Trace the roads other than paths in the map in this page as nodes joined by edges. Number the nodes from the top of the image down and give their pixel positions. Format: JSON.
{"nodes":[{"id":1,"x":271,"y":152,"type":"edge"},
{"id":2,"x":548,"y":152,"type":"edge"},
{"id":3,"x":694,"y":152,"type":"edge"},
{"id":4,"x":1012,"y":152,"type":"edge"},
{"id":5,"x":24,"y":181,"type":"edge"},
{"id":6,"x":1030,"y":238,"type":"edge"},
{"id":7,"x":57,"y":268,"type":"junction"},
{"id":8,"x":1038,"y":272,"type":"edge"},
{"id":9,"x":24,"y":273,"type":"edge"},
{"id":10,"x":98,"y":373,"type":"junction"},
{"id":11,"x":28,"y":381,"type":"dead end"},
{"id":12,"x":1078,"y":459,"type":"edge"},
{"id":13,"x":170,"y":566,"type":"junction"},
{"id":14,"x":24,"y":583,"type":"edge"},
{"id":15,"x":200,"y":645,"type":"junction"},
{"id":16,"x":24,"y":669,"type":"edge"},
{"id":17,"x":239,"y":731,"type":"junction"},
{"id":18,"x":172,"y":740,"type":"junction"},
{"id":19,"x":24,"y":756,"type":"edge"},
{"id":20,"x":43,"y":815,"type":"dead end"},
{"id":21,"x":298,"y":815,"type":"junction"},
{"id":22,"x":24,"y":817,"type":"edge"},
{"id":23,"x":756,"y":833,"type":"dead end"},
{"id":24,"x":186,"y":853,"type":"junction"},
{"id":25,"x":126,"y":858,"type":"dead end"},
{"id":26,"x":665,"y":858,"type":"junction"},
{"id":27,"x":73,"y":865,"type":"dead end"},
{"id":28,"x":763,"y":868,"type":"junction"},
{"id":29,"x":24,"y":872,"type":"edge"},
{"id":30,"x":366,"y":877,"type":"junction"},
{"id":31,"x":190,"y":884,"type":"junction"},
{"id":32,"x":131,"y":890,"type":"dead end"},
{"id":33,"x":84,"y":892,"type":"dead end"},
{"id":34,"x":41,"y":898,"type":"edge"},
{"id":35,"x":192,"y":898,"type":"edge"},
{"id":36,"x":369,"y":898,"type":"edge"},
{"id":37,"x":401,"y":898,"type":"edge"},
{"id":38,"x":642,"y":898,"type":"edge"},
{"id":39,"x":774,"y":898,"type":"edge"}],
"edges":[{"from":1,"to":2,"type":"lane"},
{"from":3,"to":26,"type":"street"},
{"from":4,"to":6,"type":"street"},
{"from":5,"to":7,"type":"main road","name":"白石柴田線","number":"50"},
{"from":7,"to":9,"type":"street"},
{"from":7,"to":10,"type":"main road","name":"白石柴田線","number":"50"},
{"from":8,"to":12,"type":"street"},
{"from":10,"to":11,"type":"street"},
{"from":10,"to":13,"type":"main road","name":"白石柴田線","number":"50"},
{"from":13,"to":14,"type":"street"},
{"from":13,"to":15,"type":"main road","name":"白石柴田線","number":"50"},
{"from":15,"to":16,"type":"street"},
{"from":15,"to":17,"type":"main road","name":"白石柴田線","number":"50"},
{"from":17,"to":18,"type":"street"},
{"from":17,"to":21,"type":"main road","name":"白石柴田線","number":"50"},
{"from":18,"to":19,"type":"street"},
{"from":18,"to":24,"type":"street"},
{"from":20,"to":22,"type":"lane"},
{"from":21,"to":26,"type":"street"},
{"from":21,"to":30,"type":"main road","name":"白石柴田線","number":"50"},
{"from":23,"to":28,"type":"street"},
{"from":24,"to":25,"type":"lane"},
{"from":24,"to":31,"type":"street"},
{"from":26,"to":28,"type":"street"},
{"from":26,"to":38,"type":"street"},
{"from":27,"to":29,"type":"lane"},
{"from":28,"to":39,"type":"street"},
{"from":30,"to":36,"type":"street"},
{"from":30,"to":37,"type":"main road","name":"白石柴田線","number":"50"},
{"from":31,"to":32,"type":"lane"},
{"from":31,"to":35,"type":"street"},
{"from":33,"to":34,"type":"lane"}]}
-------------------------
Write only the number of lines in the entries that contain the word "nodes".

2